The U.S. government signed off on Sikorsky making four of its new military cargo helicopters for Israel, an expected approval that could have a big impact on the Lockheed Martin subsidiary’s headquarters factory in Stratford.
Israel plans to add six CH-53K helicopters to replace its existing fleet of nearly two-dozen Sikorsky CH-53D Yasur helicopters over time, with an option for six more if it sees the need.
The announcement comes as Gov. Ned Lamont and state business leaders plan to embark on a weeklong trip to Israel to promote Connecticut economic development.
Sikorsky has started making the CH-53K for the U.S. Marine Corps under the name King Stallion, with the service seeking approval for 200 of the aircraft. The King Stallion is a far more powerful helicopter than the CH-53E, and is the largest ever fielded by the U.S. military.
Sikorsky was awarded the contract over Boeing, which offered its CH-47 Chinook that is used by the U.S. Army to transport cargo and troops. Speaking on a conference call last month, Lockheed Martin CEO Jim Taiclet called it “an important international opportunity” for Sikorsky, with the company also working to generate interest in the helicopter for Germany.
Israel is paying $372 million for the first four helicopters — an average of $93 million each. That is roughly 15 times the cost of a Black Hawk helicopter.

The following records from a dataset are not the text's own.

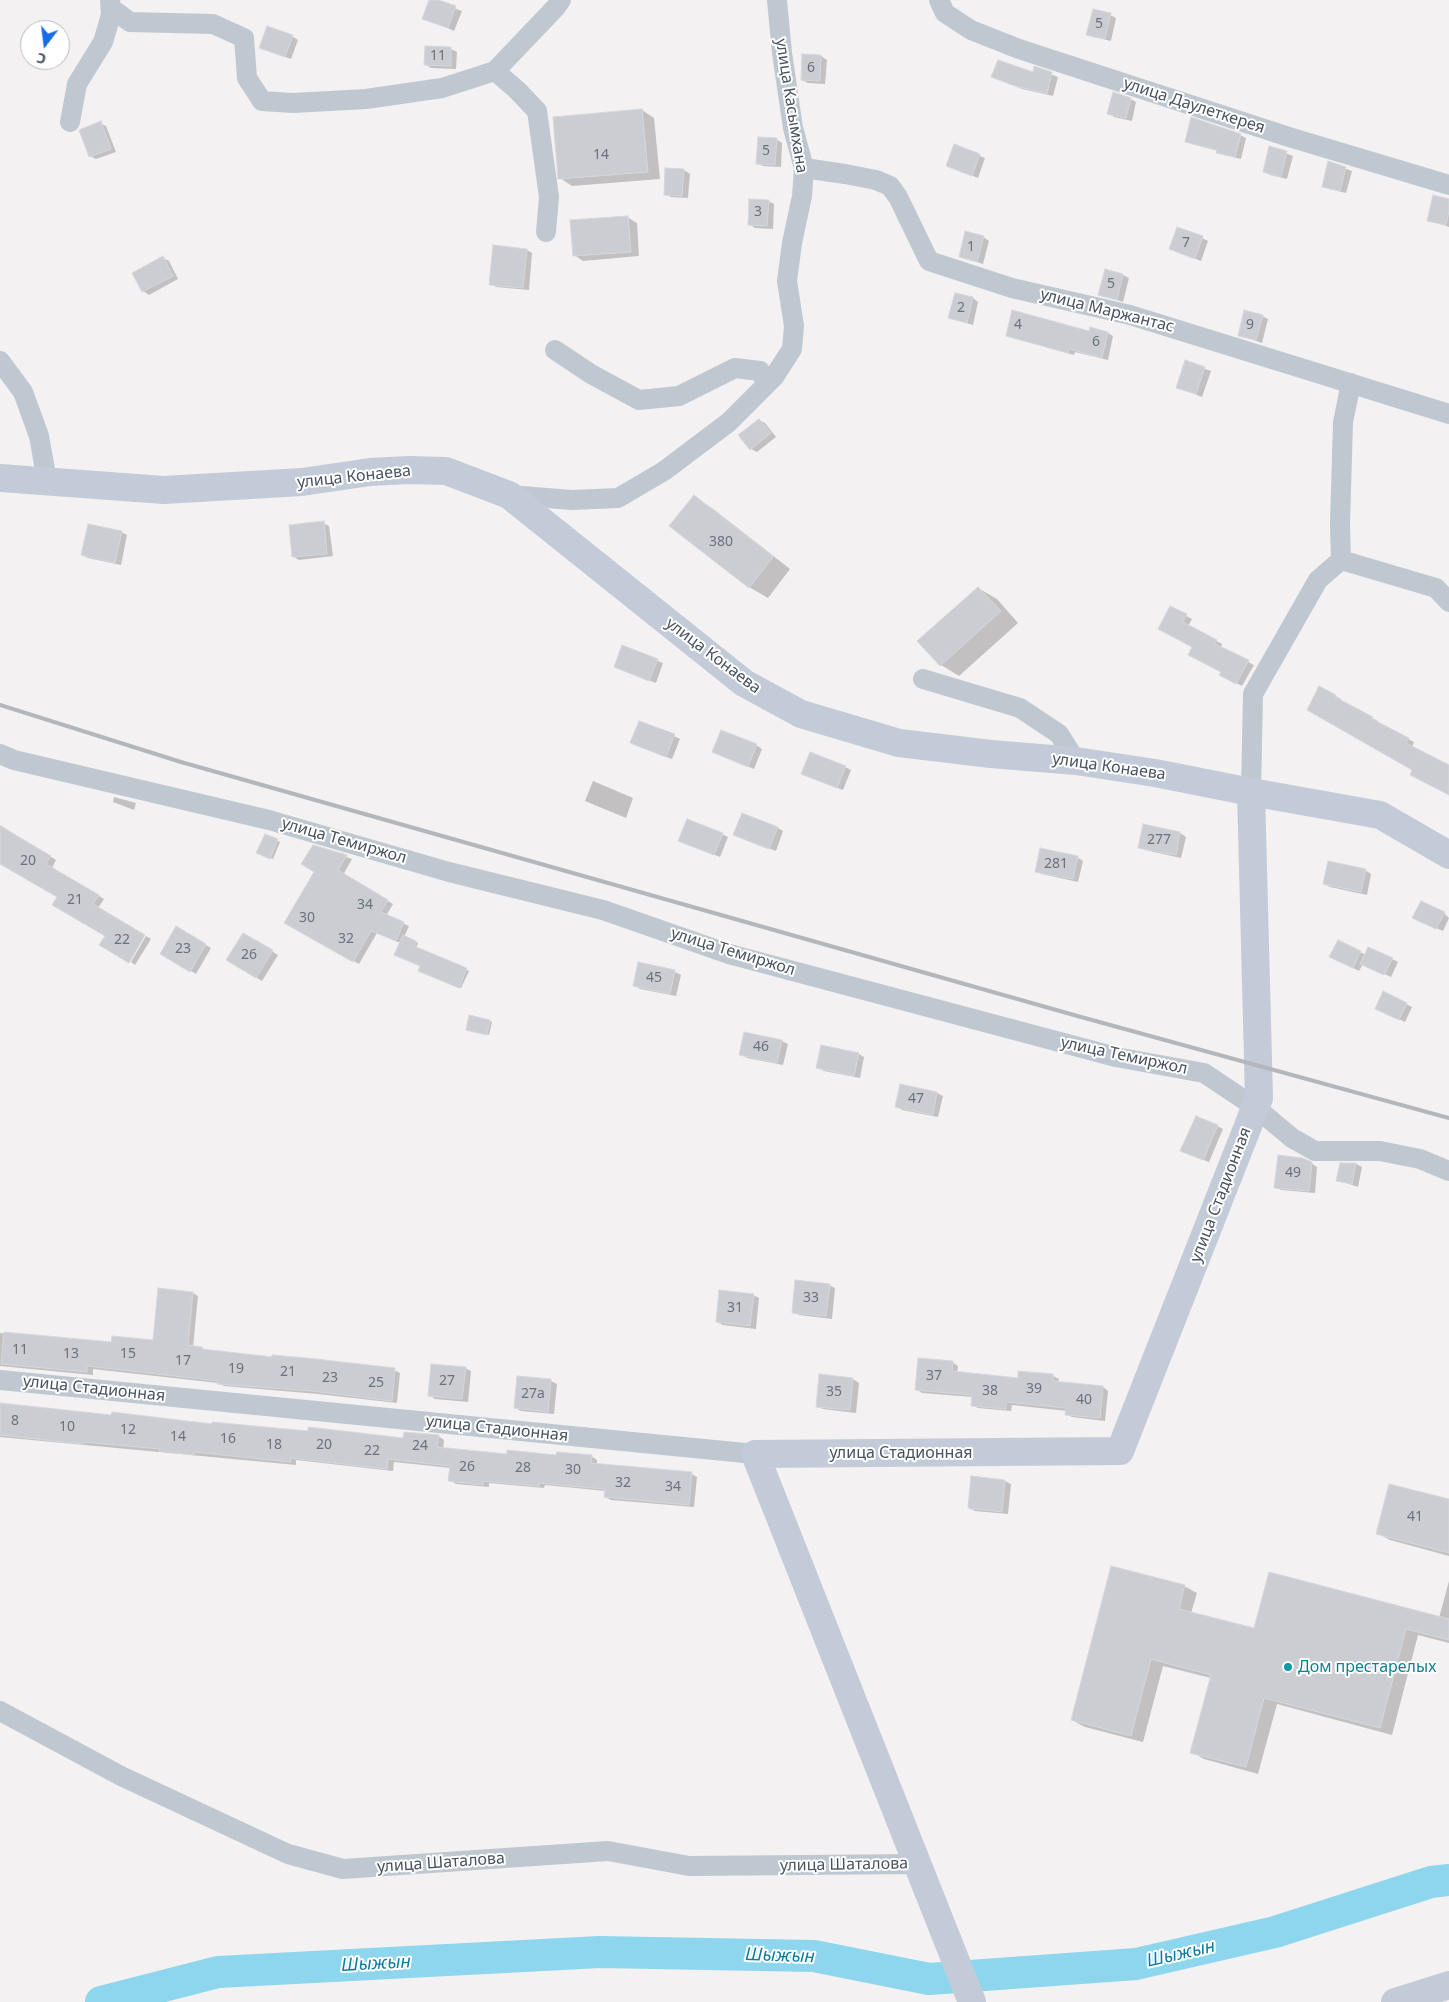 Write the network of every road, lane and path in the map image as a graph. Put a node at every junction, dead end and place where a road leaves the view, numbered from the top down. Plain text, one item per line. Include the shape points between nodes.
1 (561, 0) edge
2 (777, 0) edge
3 (110, 4) edge
4 (942, 7) edge
5 (495, 71) junction
6 (70, 122) dead end
7 (804, 168) junction
8 (1449, 185) edge
9 (546, 232) dead end
10 (555, 350) dead end
11 (0, 361) edge
12 (767, 384) junction
13 (1351, 384) junction
14 (1449, 414) edge
15 (0, 478) edge
16 (47, 481) junction
17 (509, 495) junction
18 (1341, 560) junction
19 (1449, 602) edge
20 (923, 679) dead end
21 (0, 754) edge
22 (1076, 761) junction
23 (1251, 792) junction
24 (1449, 855) edge
25 (1255, 1107) junction
26 (1449, 1171) edge
27 (0, 1380) edge
28 (755, 1454) junction
29 (0, 1711) edge
30 (917, 1864) junction
31 (1449, 1985) edge
32 (972, 2002) edge
33 (1395, 2002) edge

1 - 5 street
2 - 7 street, улица Касымхана via 792,118
3 - 5 street via 130,22 213,24 244,38 247,78 262,101 294,103 366,99 442,88
3 - 6 street via 111,15 102,42 77,84
4 - 8 street, улица Даулеткерея via 971,30 1019,49 1289,138
5 - 9 street via 536,111 549,198
7 - 12 street, улица Касымхана via 787,281 794,326 792,349
7 - 13 street, улица Маржантас via 876,180 890,186 929,261 1012,288 1130,315
10 - 12 street via 639,400 679,396 735,368 760,371
11 - 16 street via 23,392 39,436
12 - 17 street, улица Касымхана via 729,422 664,471 618,498 572,500
13 - 14 street, улица Маржантас
13 - 18 street via 1343,422
15 - 16 street, улица Конаева
16 - 17 street, улица Конаева via 164,490 302,482 370,472 446,471
17 - 22 street, улица Конаева via 744,683 801,714 899,743
18 - 19 street via 1436,588
18 - 23 street via 1318,580 1253,694
20 - 22 street via 1020,708 1059,734
21 - 25 street, улица Темиржол via 269,820 449,872 603,910 729,954 1078,1047 1204,1073
22 - 23 street, улица Конаева
23 - 24 street, улица Конаева via 1380,815
23 - 25 street, улица Стадионная via 1259,1098
25 - 26 street, улица Темиржол via 1292,1138 1315,1151 1380,1151 1420,1159
25 - 28 street, улица Стадионная via 1120,1451
27 - 28 street, улица Стадионная
28 - 30 street
29 - 30 street, улица Шаталова via 121,1776 288,1854 343,1869 608,1851 689,1866
30 - 32 street
31 - 33 street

Including ongoing support, spare engines and other parts, Israel has earmarked as much as $2.4 billion for the CH-53K program.
The CH-53K is the largest of three major programs Sikorsky is counting on to keep production lines busy in Stratford and other locales in the coming decade, along with a new fleet of White House helicopters and new helicopters for the U.S. Air Force to perform rescue missions.
Longer term, Sikorsky is vying with Bell to produce a utility helicopter replacement for the Army Black Hawk and variant models like the Seahawk used by the U.S. Navy; and an armed helicopter the Army wants for reconnaissance and combat operations.